I would re-sentence the appellant as follows:
Count 1 Make false document 6 months’ imprisonment
Count 2Obtaining financial advantage by deception 18 months’ imprisonment
Count 3Obtaining financial advantage by deception 18 months’ imprisonment
Count 4Attempting to obtain financial advantage by deception 12 months’ imprisonment (no order of cumulation)
Count 5 Obtaining property by deception 24 months’ imprisonment
Count 6 Obtaining property by deception 30 months’ imprisonment
Count 7 Obtaining property by deception 24 months’ imprisonment
Count 8 Obtaining property by deception 6 months’ imprisonment
Count 9 Obtaining property by deception 30 months’ imprisonment
Count 10 Obtaining property by deception 24 months’ imprisonment
Count 11 Obtaining property by deception 30 months’ imprisonment
Count 12 Obtaining property by deception 24 months’ imprisonment
Count 13 Obtaining property by deception 30 months’ imprisonment
Count 14Obtaining financial advantage by deception 6 months’ imprisonment
Count 15 Obtaining property by deception 30 months’ imprisonment
Count 16Attempting to obtain a financial advantage by deception 24 months’ imprisonment
Count 17Obtaining financial advantage by deception 16 months’ imprisonment
Count 18 Obtaining property by deception 2 months’ imprisonment
Count 19 Use false document 24 months’ imprisonment
Count 20 Theft 24 months’ imprisonment
Count 21 Obtaining financial advantage by deception 3 years’ imprisonment (Base sentence)

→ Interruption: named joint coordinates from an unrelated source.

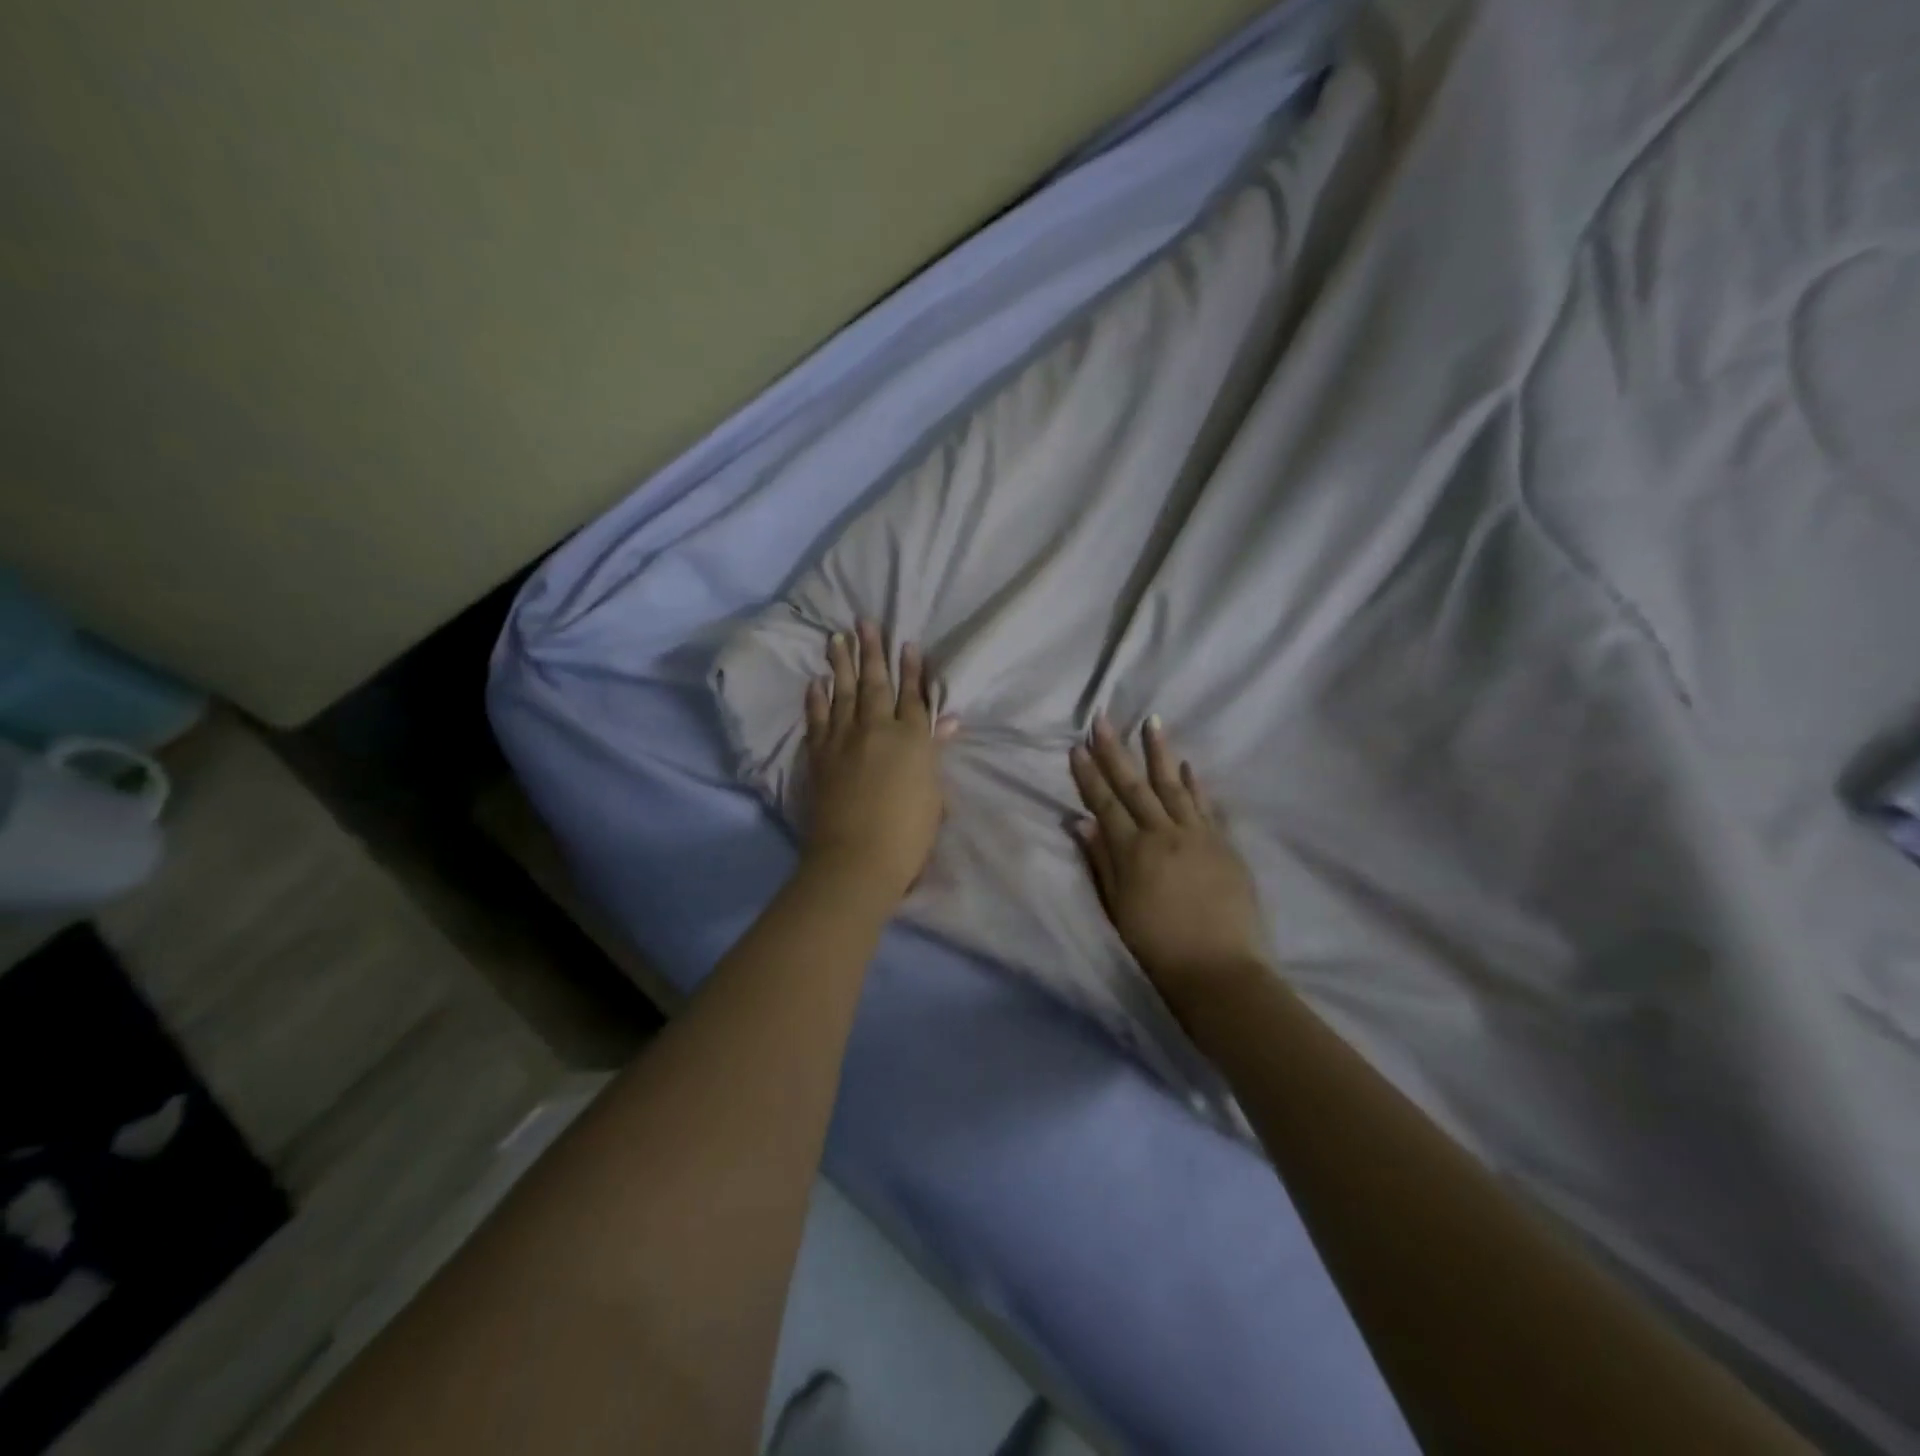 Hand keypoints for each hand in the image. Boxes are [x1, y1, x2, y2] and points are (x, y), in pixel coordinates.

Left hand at [802, 621, 956, 902]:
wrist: (857, 859)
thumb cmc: (908, 834)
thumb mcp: (933, 795)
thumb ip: (934, 753)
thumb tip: (947, 722)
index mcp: (912, 740)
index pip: (914, 697)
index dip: (912, 670)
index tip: (907, 643)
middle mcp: (877, 730)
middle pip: (875, 684)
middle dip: (872, 651)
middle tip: (865, 622)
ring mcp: (844, 740)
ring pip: (842, 692)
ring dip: (840, 663)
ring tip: (836, 638)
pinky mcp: (820, 756)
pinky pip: (817, 719)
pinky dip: (816, 699)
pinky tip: (815, 682)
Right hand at [1069, 715, 1268, 1011]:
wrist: (1220, 972)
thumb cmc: (1157, 948)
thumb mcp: (1117, 909)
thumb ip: (1101, 862)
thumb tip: (1082, 823)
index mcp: (1133, 852)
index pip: (1105, 804)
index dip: (1089, 776)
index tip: (1077, 747)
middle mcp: (1164, 834)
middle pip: (1135, 786)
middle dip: (1115, 751)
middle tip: (1102, 720)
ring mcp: (1198, 836)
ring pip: (1173, 785)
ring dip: (1160, 752)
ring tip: (1151, 721)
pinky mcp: (1224, 845)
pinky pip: (1206, 806)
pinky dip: (1195, 784)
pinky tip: (1187, 766) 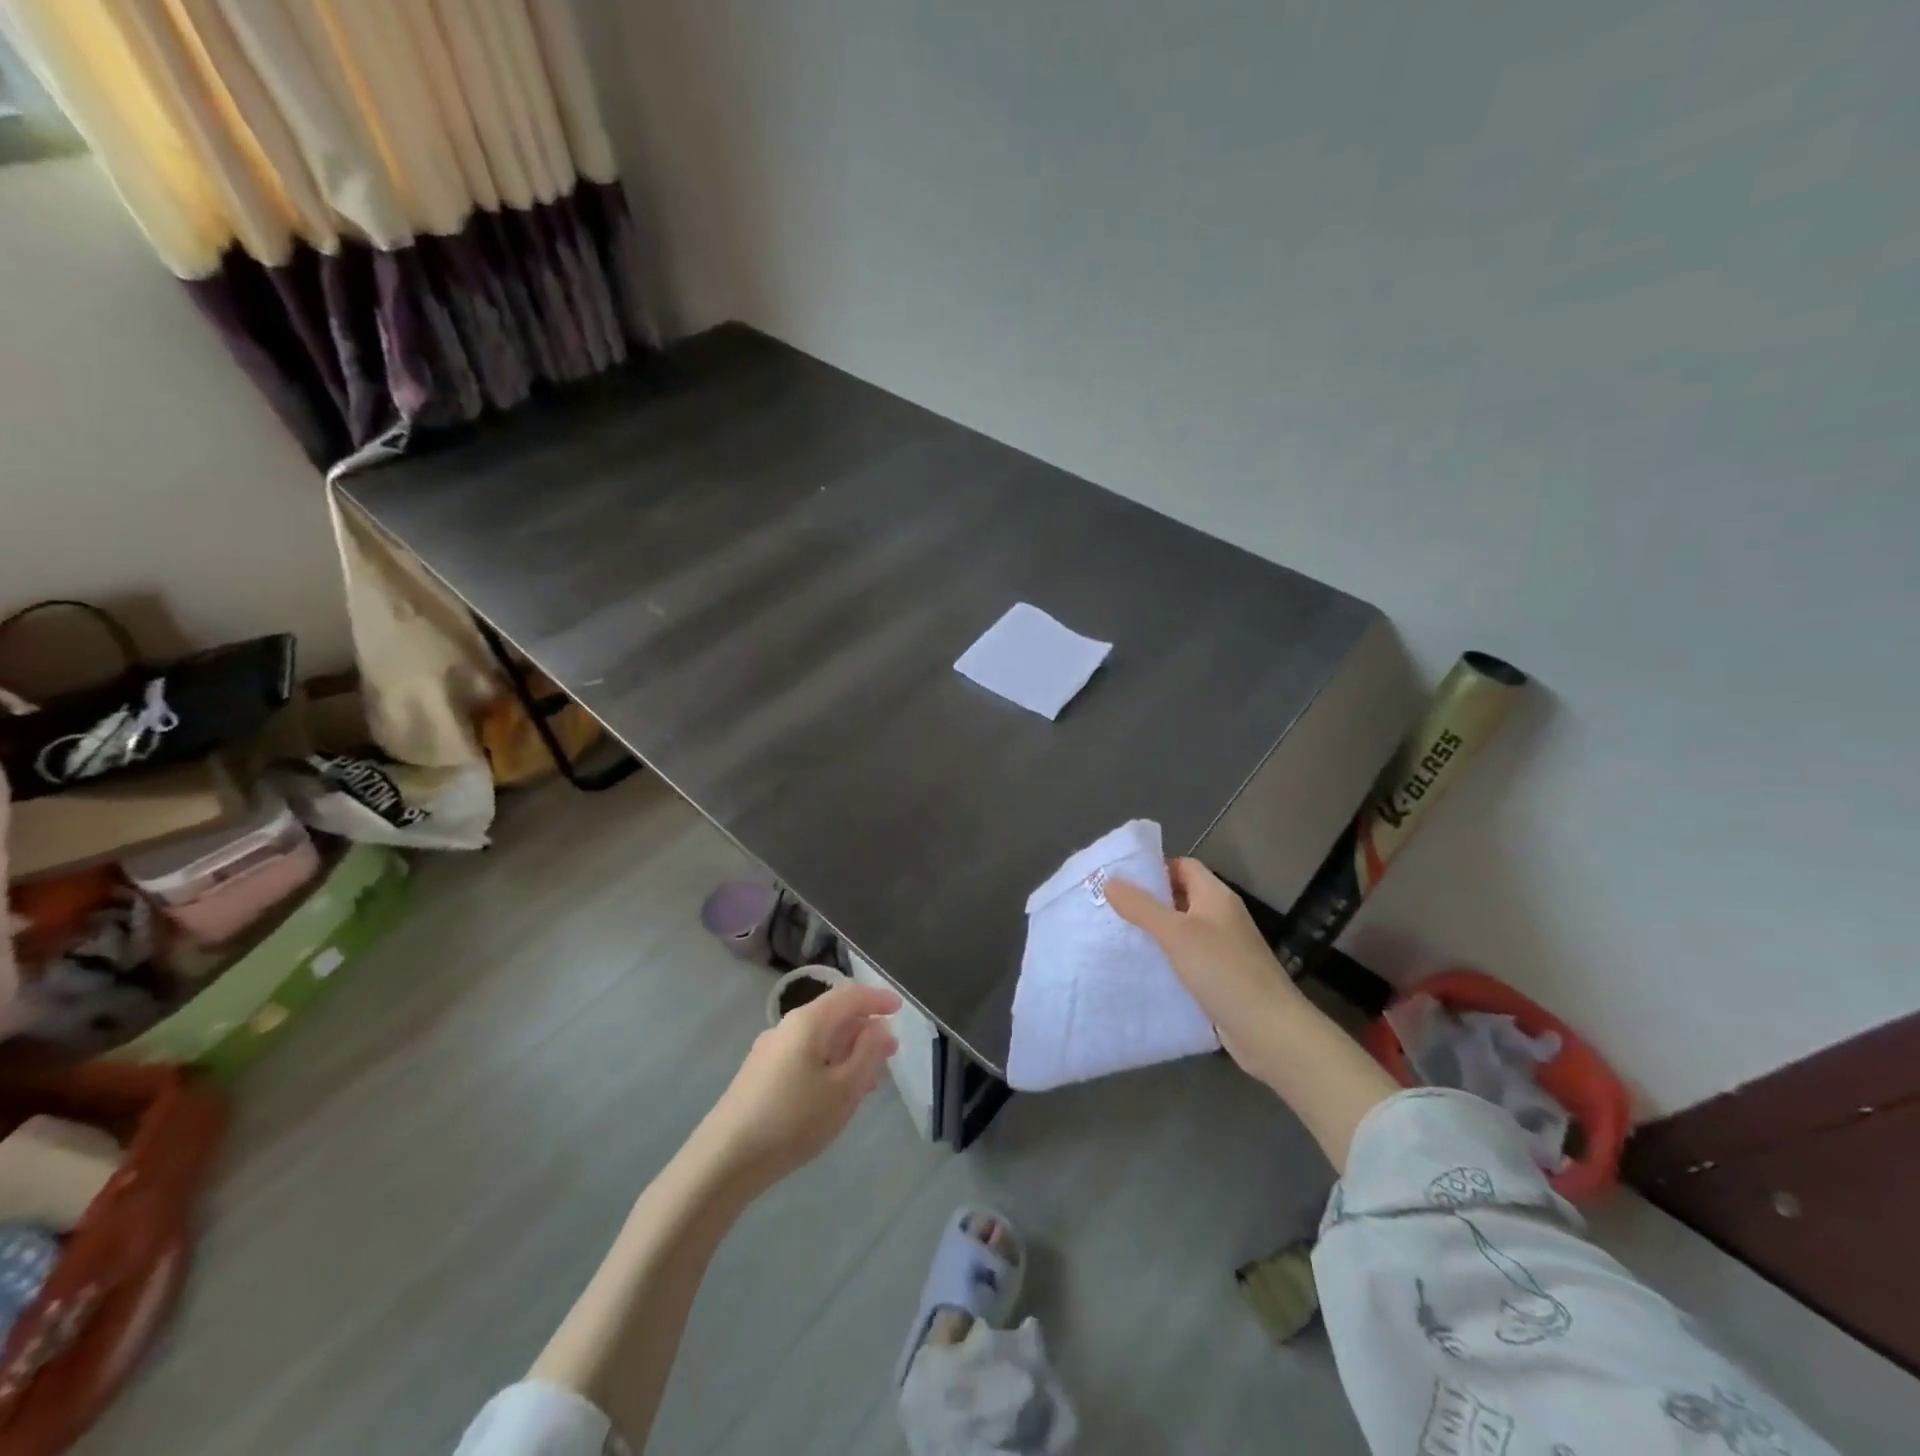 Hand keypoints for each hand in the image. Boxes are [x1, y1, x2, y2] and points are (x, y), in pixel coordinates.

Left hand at [695, 982, 900, 1195]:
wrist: (724, 1160)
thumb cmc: (793, 1120)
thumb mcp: (843, 1089)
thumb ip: (867, 1054)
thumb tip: (879, 1028)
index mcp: (808, 1022)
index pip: (849, 996)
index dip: (877, 1000)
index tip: (900, 1009)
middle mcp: (786, 1027)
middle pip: (833, 1015)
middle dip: (864, 1029)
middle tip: (890, 1051)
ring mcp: (769, 1050)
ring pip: (818, 1039)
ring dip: (847, 1050)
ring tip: (870, 1077)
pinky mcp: (759, 1074)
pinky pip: (803, 1056)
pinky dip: (827, 1063)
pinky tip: (835, 1092)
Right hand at [1106, 858, 1306, 1087]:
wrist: (1269, 1031)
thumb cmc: (1223, 971)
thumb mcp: (1176, 934)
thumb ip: (1142, 907)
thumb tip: (1110, 881)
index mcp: (1216, 896)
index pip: (1183, 866)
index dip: (1154, 869)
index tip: (1121, 881)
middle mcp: (1221, 917)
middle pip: (1180, 897)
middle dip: (1148, 902)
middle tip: (1110, 909)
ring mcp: (1223, 949)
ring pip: (1182, 931)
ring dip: (1154, 934)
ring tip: (1117, 938)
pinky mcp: (1220, 979)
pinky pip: (1187, 960)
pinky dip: (1166, 961)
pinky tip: (1141, 971) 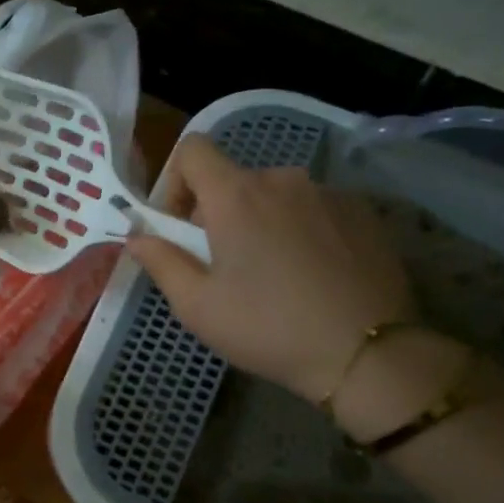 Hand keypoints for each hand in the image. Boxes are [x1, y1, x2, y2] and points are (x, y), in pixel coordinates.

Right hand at [126, 136, 415, 402]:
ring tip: (271, 276)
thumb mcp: (197, 306)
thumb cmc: (267, 328)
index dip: (175, 181)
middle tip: (222, 267)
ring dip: (260, 222)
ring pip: (275, 196)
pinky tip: (310, 276)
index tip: (179, 227)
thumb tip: (137, 236)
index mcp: (236, 195)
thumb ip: (161, 262)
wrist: (367, 353)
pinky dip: (299, 231)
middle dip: (217, 214)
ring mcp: (328, 194)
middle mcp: (283, 179)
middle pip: (234, 179)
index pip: (193, 149)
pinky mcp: (363, 213)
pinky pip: (313, 209) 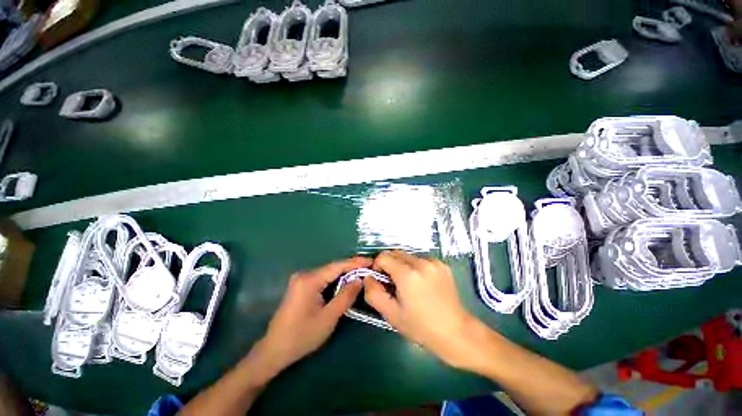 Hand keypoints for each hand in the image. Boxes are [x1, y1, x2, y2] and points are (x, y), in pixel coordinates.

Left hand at [255, 257, 371, 375]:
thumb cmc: (302, 336)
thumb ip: (346, 296)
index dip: (355, 262)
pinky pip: (322, 279)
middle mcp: (304, 275)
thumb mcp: (329, 317)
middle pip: (333, 268)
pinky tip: (345, 281)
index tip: (371, 261)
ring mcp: (301, 280)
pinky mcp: (300, 286)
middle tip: (369, 267)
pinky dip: (335, 279)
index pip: (337, 266)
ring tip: (361, 272)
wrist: (274, 350)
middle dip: (351, 267)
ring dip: (344, 273)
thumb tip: (359, 280)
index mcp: (310, 280)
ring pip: (328, 273)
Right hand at [363, 251, 476, 368]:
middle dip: (389, 265)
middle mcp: (421, 262)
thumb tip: (368, 277)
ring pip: (408, 256)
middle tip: (393, 284)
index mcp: (408, 274)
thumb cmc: (421, 327)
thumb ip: (374, 293)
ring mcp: (434, 262)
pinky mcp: (442, 264)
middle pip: (395, 253)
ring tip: (408, 284)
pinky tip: (421, 283)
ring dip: (402, 265)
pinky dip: (415, 267)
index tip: (381, 281)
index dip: (377, 267)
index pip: (383, 256)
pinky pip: (420, 259)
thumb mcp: (391, 314)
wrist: (456, 332) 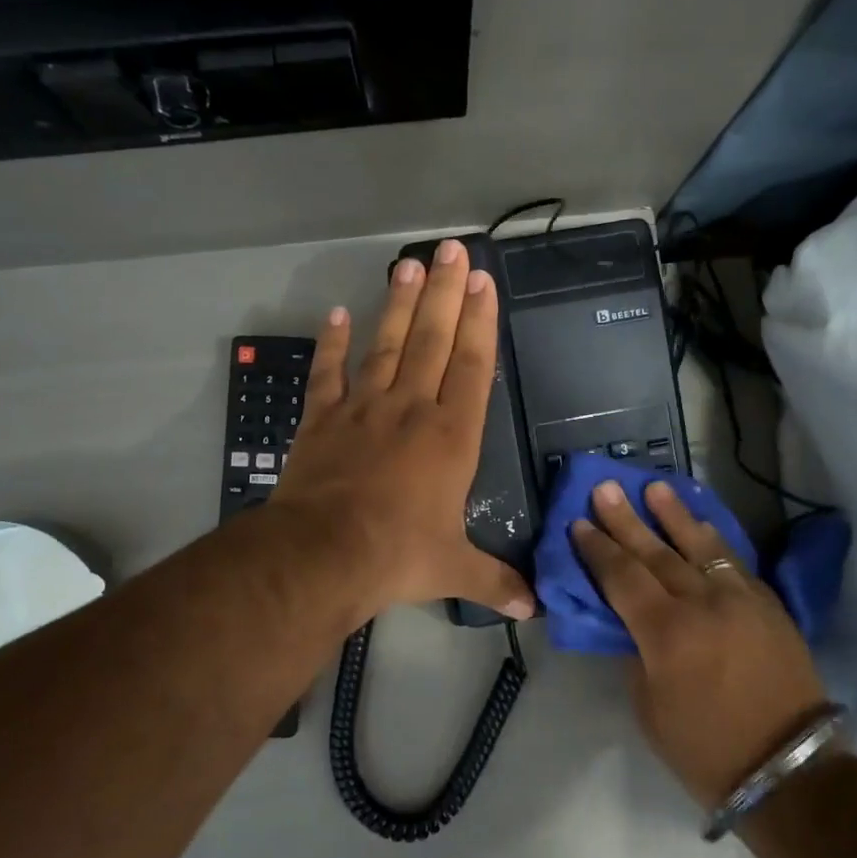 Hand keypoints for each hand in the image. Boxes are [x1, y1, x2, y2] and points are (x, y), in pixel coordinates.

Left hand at [271, 239, 535, 624]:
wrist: (323, 554)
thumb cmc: (397, 554)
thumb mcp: (453, 570)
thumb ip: (494, 580)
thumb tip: (533, 608)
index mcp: (451, 437)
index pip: (472, 367)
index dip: (480, 323)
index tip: (484, 282)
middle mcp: (412, 410)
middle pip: (433, 340)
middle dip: (446, 293)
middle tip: (452, 249)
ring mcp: (364, 409)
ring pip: (388, 345)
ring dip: (400, 304)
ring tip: (409, 264)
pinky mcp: (323, 419)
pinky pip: (329, 374)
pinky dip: (331, 345)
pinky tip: (336, 315)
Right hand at [572, 480, 825, 805]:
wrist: (788, 768)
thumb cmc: (704, 748)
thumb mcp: (649, 707)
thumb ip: (635, 654)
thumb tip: (630, 622)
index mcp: (666, 633)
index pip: (622, 577)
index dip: (598, 549)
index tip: (579, 523)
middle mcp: (703, 604)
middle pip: (656, 552)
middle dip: (626, 520)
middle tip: (605, 488)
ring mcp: (741, 599)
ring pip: (701, 546)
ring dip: (675, 515)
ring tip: (654, 488)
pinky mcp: (769, 605)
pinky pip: (735, 562)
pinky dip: (714, 540)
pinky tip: (702, 524)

I would order that two months of counts one, two and three, six months of counts five, six and seven, three months of count eight, six months of count nine, three months of count ten, six months on count eleven, three months on count twelve, thirteen and fifteen, two months on count sixteen, seventeen and nineteen and three months on count 20 be served cumulatively on count 21, making a total effective sentence of eight years. I would order that the appellant serve a minimum period of four years and nine months before he is eligible for parole.
DODDS-STREETON JA:
I have had the advantage of reading in draft the reasons for judgment of Redlich JA. I agree with the disposition proposed by his Honour for the reasons he gives.